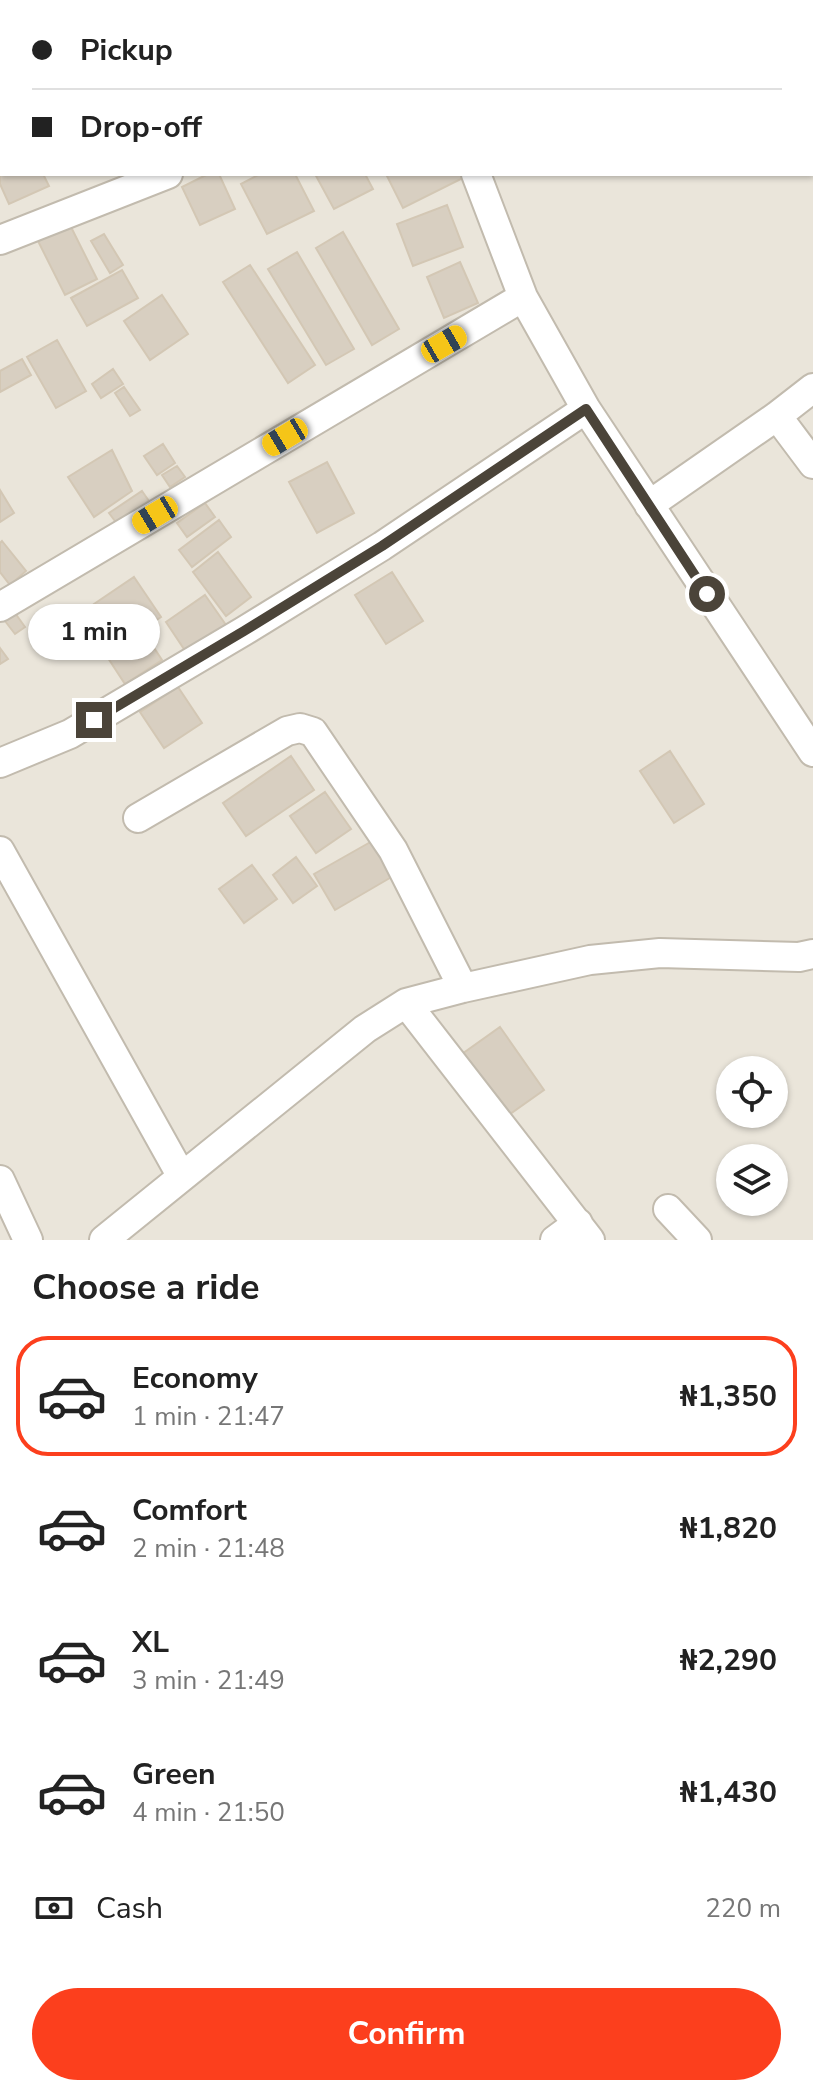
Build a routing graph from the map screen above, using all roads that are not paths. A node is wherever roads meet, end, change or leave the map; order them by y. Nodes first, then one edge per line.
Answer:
1 (163, 176) edge
2 (477, 176) edge
3 (0, 240) edge
4 (523, 297) junction
5 (813, 388) edge
6 (586, 409) junction
7 (777, 416) junction
8 (813, 464) edge
9 (649, 505) junction
10 (0, 607) edge
11 (813, 752) edge
12 (0, 763) edge
13 (138, 818) dead end
14 (0, 851) edge
15 (813, 954) edge
16 (463, 988) junction
17 (406, 1003) junction
18 (182, 1177) junction
19 (0, 1180) edge
20 (668, 1209) dead end
21 (574, 1234) edge
22 (28, 1240) edge
23 (104, 1240) edge
24 (697, 1240) edge

1 - 3 street
2 - 4 street
4 - 6 street
4 - 10 street
5 - 7 street
6 - 9 street
6 - 12 street
7 - 8 street
7 - 9 street
9 - 11 street
13 - 16 street
14 - 18 street
15 - 16 street
16 - 17 street
17 - 18 street
17 - 21 street
18 - 23 street
19 - 22 street
20 - 24 street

======

Write every record out again exactly, omitting the pictures they hold.

> _Exercise answer_:
Build a routing graph from the map screen above, using all roads that are not paths. A node is wherever roads meet, end, change or leave the map; order them by y. Nodes first, then one edge per line.
Answer:
1 (163, 176) edge
2 (477, 176) edge
3 (0, 240) edge
4 (523, 297) junction
5 (813, 388) edge
6 (586, 409) junction
7 (777, 416) junction
8 (813, 464) edge
9 (649, 505) junction
10 (0, 607) edge
11 (813, 752) edge
12 (0, 763) edge
13 (138, 818) dead end
14 (0, 851) edge
15 (813, 954) edge
16 (463, 988) junction
17 (406, 1003) junction
18 (182, 1177) junction
19 (0, 1180) edge
20 (668, 1209) dead end
21 (574, 1234) edge
22 (28, 1240) edge
23 (104, 1240) edge
24 (697, 1240) edge

1 - 3 street
2 - 4 street
4 - 6 street
4 - 10 street
5 - 7 street
6 - 9 street
6 - 12 street
7 - 8 street
7 - 9 street
9 - 11 street
13 - 16 street
14 - 18 street
15 - 16 street
16 - 17 street
17 - 18 street
17 - 21 street
18 - 23 street
19 - 22 street
20 - 24 street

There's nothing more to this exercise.